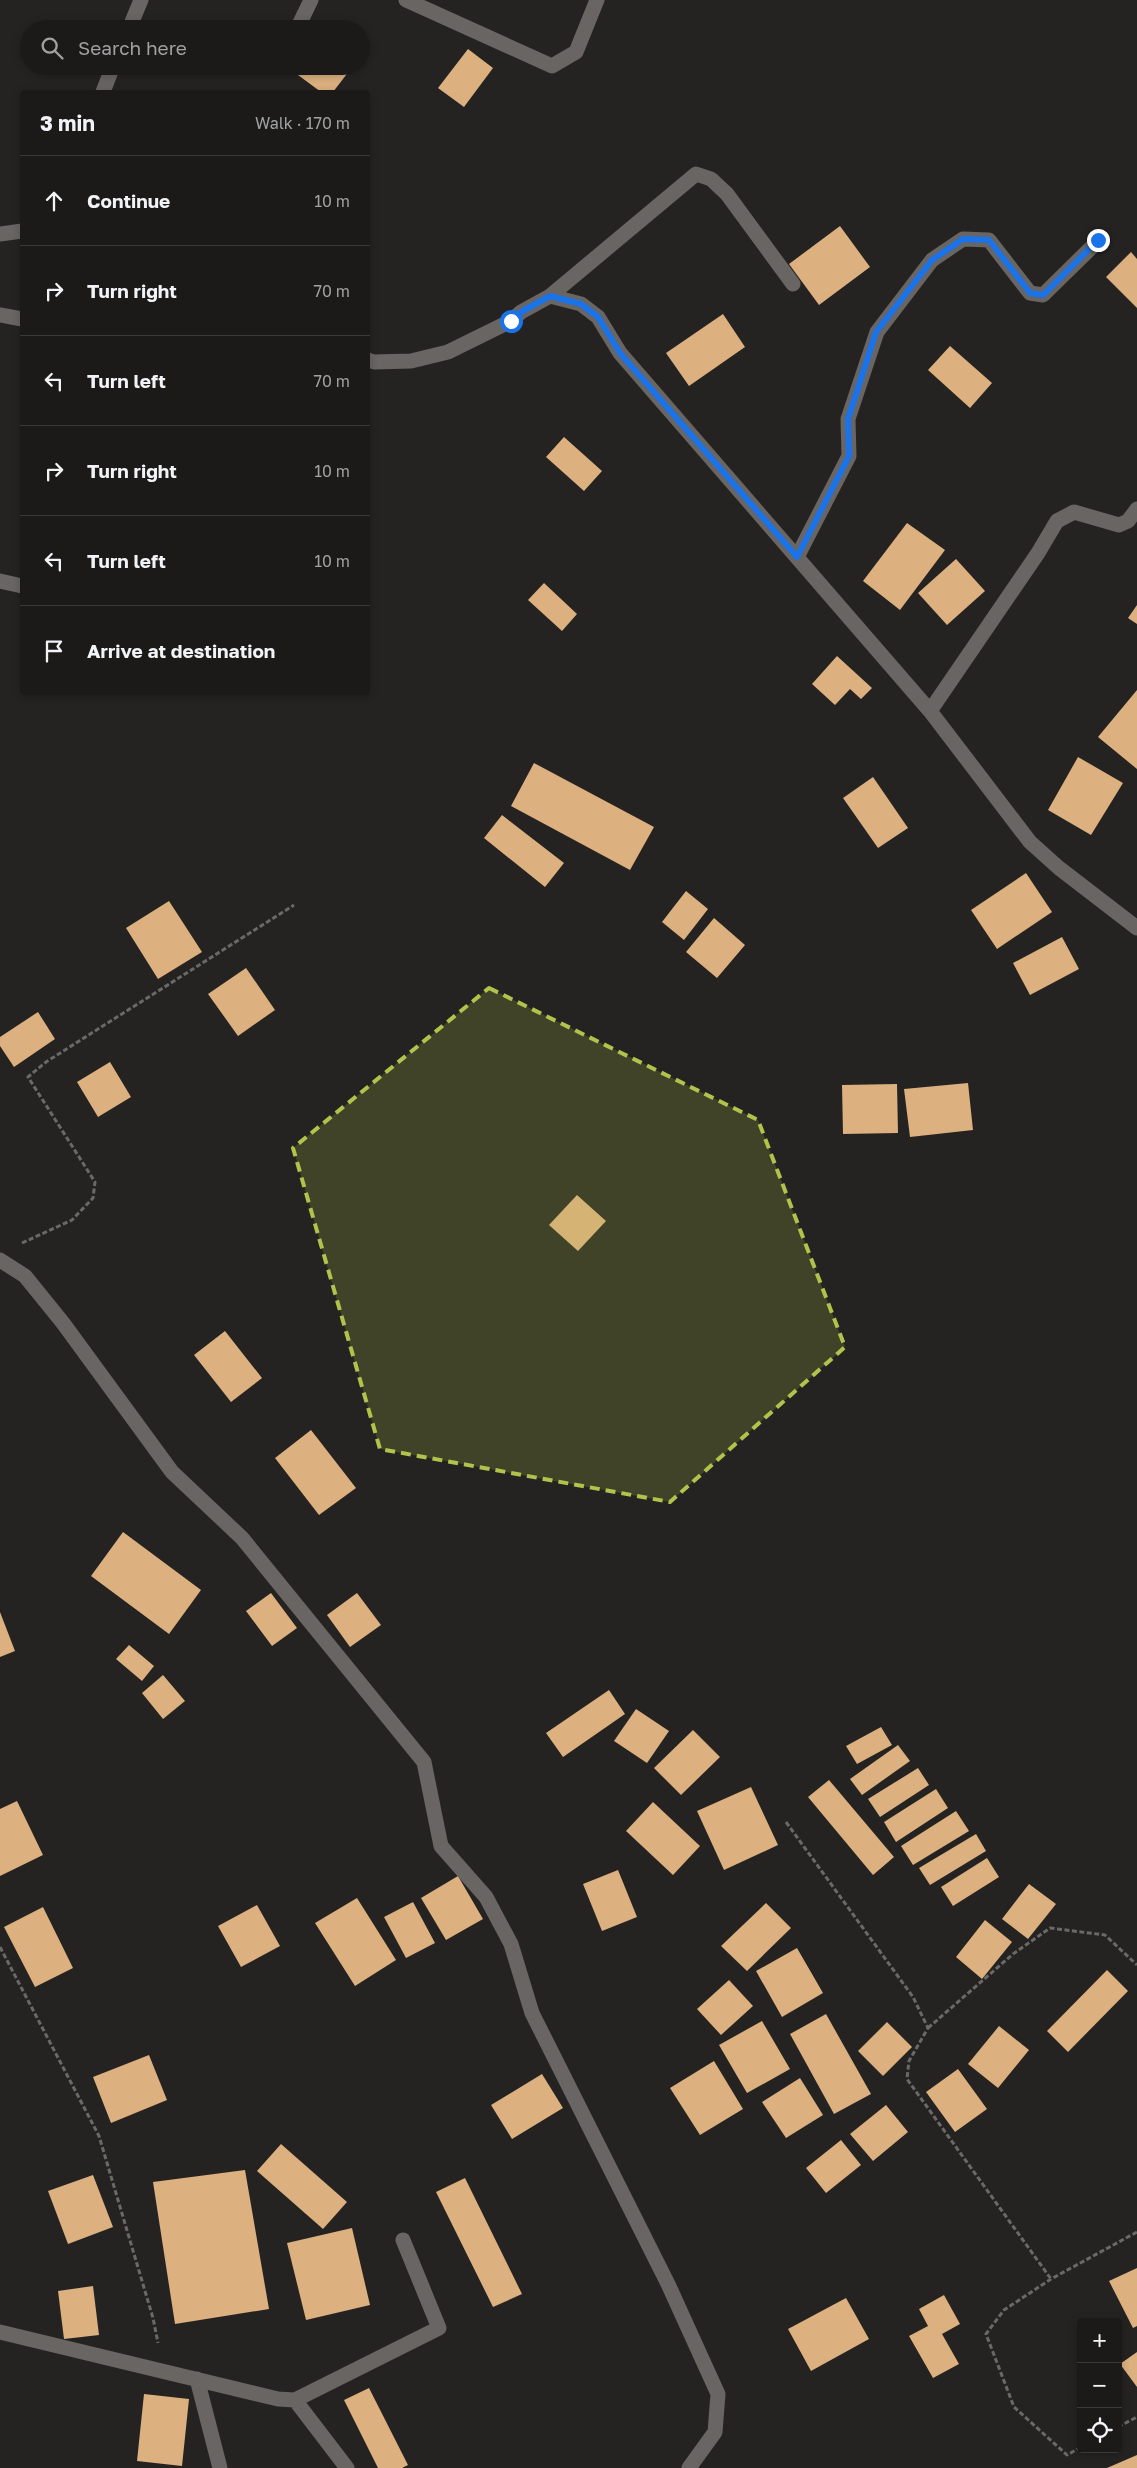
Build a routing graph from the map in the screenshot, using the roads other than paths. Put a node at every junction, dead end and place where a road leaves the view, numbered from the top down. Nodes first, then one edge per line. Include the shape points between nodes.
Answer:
1 (141, 0) edge
2 (311, 0) edge
3 (406, 0) edge
4 (597, 0) edge
5 (133, 20) edge
6 (301, 20) edge
7 (110, 75) edge
8 (104, 90) edge
9 (20, 231) edge
10 (0, 234) edge
11 (1098, 240) dead end
12 (793, 284) dead end
13 (550, 296) junction
14 (0, 315) edge
15 (20, 319) edge
16 (370, 361) edge
17 (1137, 509) edge
18 (797, 557) junction
19 (0, 581) edge
20 (20, 586) edge
21 (930, 710) junction
22 (1137, 928) edge
23 (0, 1260) edge
24 (403, 2240) dead end
25 (0, 2332) edge
26 (197, 2379) junction
27 (295, 2400) junction
28 (220, 2468) edge
29 (347, 2468) edge
30 (689, 2468) edge

1 - 5 street
2 - 6 street
3 - 4 street via 552,66 576,52
7 - 8 street
9 - 10 street
11 - 18 street via 1043,295 1030,293 989,240 963,239 932,260 876,332 848,419 849,456
12 - 13 street via 727,194 711,179 696,174
13 - 16 street via 511,321 448,352 412,361
13 - 18 street via 581,304 598,317 620,353
14 - 15 street
17 - 21 street via 1128,521 1119,525 1074,512 1057,521
18 - 21 street
19 - 20 street
21 - 22 street via 1030,842
23 - 30 street via 25,1276 172,1472 242,1538 424,1762 441,1846 486,1897 511,1944 532,2013 668,2284 718,2394 715,2432
24 - 27 street via 439,2328
25 - 26 street
26 - 27 street via 278,2399
26 - 28 street
27 - 29 street

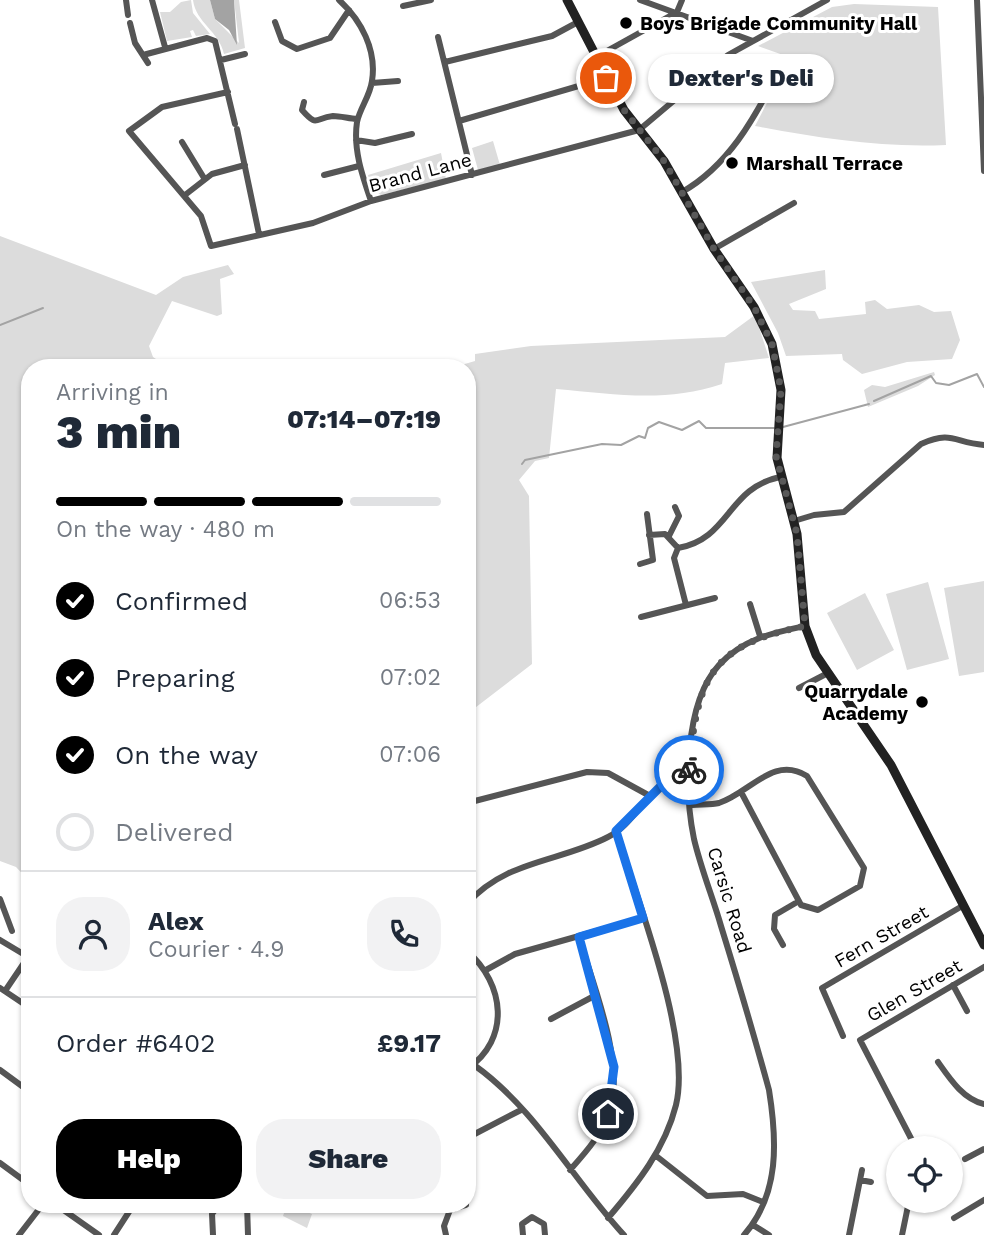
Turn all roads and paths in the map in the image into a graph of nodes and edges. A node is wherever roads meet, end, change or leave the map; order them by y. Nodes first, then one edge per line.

★ ★ ★ ★ ★ ★ ★

■ Assigned task
Nothing in the entries above should change when they are printed again, except that the pictures are dropped.

■ Response for this exercise
Build a routing graph from the map in the screenshot, using the roads other than paths. Put a node at every junction, dead end and place where a road leaves the view, numbered from the top down. Nodes first, then one edge per line. Include the shape points between nodes.
Answer:
1 (141, 0) edge
2 (311, 0) edge
3 (406, 0) edge
4 (597, 0) edge
5 (133, 20) edge
6 (301, 20) edge
7 (110, 75) edge
8 (104, 90) edge
9 (20, 231) edge
10 (0, 234) edge
11 (1098, 240) dead end
12 (793, 284) dead end
13 (550, 296) junction
14 (0, 315) edge
15 (20, 319) edge
16 (370, 361) edge
17 (1137, 509) edge
18 (797, 557) junction
19 (0, 581) edge
20 (20, 586) edge
21 (930, 710) junction
22 (1137, 928) edge
23 (0, 1260) edge
24 (403, 2240) dead end
25 (0, 2332) edge
26 (197, 2379) junction
27 (295, 2400) junction
28 (220, 2468) edge
29 (347, 2468) edge
30 (689, 2468) edge

1 - 5 street
2 - 6 street
3 - 4 street via 552,66 576,52
7 - 8 street
9 - 10 street
11 - 18 street via 1043,295 1030,293 989,240 963,239 932,260 876,332 848,419 849,456
12 - 13 street via 727,194 711,179 696,174
13 - 16 street via 511,321 448,352 412,361
13 - 18 street via 581,304 598,317 620,353
14 - 15 street
17 - 21 street via 1128,521 1119,525 1074,512 1057,521
18 - 21 street
19 - 20 street
21 - 22 street via 1030,842
23 - 30 street via 25,1276 172,1472 242,1538 424,1762 441,1846 486,1897 511,1944 532,2013 668,2284 718,2394 715,2432
24 - 27 street via 439,2328
25 - 26 street
26 - 27 street via 278,2399
26 - 28 street
27 - 29 street

Turn all roads and paths in the map in the image into a graph of nodes and edges. A node is wherever roads meet, end, change or leave the map; order them by y. Nodes first, then one edge per line.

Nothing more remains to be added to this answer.